Every hotel featured is visited personally by members of our team, given the Smith seal of approval, and then anonymously reviewed. As soon as our reviewers have returned from this villa-only hotel in Mexico and unpacked their copal incense, a full account of their beachfront break will be with you. In the meantime, to whet your wanderlust, here's a quick peek inside Aldea Canzul in Tulum…
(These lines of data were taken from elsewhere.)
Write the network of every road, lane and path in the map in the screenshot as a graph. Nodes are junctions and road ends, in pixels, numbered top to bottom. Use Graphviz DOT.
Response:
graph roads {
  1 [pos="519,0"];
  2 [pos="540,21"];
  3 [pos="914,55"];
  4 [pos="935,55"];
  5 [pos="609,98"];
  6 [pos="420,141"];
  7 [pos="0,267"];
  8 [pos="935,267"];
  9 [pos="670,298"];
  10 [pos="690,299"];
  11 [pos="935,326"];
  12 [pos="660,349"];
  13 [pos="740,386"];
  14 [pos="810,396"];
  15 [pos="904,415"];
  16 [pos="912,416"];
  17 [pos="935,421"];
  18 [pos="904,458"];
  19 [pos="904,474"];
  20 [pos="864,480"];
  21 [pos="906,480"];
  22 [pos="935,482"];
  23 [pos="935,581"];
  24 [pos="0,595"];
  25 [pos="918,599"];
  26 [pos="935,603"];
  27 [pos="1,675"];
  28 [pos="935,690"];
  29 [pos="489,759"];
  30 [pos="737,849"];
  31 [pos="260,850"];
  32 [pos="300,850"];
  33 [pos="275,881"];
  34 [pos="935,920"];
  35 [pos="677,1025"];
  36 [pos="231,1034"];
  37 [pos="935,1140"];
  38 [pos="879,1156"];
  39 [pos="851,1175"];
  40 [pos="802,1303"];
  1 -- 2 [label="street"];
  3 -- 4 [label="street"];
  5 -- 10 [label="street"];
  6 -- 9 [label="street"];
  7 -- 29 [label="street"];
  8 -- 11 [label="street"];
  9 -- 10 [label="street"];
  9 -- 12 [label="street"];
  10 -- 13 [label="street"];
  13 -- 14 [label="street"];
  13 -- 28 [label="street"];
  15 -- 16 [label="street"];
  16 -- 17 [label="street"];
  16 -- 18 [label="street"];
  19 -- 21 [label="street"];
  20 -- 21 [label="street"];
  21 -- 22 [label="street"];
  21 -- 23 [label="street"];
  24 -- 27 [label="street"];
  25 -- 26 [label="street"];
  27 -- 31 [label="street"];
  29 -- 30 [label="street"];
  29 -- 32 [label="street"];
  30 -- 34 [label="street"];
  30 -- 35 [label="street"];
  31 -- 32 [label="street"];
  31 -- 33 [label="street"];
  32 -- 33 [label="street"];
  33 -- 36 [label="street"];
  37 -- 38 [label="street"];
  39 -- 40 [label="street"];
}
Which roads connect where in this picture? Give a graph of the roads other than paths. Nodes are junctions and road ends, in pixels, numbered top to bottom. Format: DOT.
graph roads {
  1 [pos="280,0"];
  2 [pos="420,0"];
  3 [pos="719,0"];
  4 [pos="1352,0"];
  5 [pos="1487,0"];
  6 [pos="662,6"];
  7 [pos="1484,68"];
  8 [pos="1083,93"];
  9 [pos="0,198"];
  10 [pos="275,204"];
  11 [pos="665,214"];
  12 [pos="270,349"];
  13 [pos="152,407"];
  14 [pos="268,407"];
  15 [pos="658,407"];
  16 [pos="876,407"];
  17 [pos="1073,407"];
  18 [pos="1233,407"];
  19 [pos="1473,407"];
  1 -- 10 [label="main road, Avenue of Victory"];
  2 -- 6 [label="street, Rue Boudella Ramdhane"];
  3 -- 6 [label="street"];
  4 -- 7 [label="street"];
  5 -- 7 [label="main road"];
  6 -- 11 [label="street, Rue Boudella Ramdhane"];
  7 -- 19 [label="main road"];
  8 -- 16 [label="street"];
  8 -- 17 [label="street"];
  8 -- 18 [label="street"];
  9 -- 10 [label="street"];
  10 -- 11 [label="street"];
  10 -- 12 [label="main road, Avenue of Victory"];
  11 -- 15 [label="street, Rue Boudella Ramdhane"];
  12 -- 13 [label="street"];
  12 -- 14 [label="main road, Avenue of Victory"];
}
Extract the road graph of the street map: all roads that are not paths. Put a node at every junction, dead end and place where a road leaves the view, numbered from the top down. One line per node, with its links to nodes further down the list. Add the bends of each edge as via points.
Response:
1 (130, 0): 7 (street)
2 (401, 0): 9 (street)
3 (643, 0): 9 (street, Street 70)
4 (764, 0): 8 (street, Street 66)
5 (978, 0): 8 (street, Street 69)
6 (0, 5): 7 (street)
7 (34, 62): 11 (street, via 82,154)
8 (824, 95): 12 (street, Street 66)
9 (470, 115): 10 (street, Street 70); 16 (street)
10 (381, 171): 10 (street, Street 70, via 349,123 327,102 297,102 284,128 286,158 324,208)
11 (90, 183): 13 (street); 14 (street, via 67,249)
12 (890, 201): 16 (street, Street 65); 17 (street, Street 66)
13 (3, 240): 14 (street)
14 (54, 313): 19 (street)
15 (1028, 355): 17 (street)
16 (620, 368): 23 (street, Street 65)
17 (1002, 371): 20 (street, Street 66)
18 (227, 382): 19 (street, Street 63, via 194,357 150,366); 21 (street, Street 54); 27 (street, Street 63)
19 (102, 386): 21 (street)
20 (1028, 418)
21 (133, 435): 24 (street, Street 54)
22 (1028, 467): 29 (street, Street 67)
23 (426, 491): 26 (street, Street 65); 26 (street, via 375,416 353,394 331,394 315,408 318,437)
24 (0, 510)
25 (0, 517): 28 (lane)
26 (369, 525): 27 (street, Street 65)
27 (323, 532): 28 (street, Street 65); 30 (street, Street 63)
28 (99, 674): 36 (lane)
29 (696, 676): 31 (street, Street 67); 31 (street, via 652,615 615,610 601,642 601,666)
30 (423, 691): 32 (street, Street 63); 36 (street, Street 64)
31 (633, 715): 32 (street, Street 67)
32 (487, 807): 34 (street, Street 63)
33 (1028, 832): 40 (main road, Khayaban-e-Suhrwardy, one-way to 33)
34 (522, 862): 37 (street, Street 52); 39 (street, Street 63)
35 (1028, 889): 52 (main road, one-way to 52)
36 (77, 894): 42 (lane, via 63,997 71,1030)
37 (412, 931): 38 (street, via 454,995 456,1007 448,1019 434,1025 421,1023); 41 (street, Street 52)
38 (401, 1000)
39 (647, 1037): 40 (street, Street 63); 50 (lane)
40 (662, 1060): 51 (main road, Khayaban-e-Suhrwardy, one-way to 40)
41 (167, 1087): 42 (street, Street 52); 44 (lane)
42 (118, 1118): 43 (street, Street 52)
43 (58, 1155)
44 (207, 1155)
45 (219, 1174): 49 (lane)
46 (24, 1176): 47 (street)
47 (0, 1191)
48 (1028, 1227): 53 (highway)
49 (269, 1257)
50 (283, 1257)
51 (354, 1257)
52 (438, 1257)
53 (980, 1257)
Good things come in threes. An old cliché, yes, but one look at Aldea Canzul and you have to admit that maybe there’s some truth in it after all. Inspired by the artistry of the Yucatán and the seaside villas of the Mediterranean, this trio of Caribbean-facing casas is the perfect complement to their sandy surroundings. Earthy concrete floors, rattan lamps and furniture carved from a forest of woods make each house seem like a natural extension of the beach itself. This is no accident, of course, as they’re designed to be just that: it’s a matter of metres from the turquoise sea to your sun deck, with shady lounge spots, daybeds and hammocks all taking their places in between. Inside, their inch-perfect interiors offer space galore, particularly the living and dining areas, which are designed to accommodate a family or group of friends with ease. Full-size kitchens give you all the tools to cook up a Mexican feast of your own, but if you’d rather use the time to top up your tan, have the concierge arrange for a chef to do the honours instead. And that’s the beauty of the place – you have all the peace and privacy of a home, with the service of a luxury hotel just a phone call away.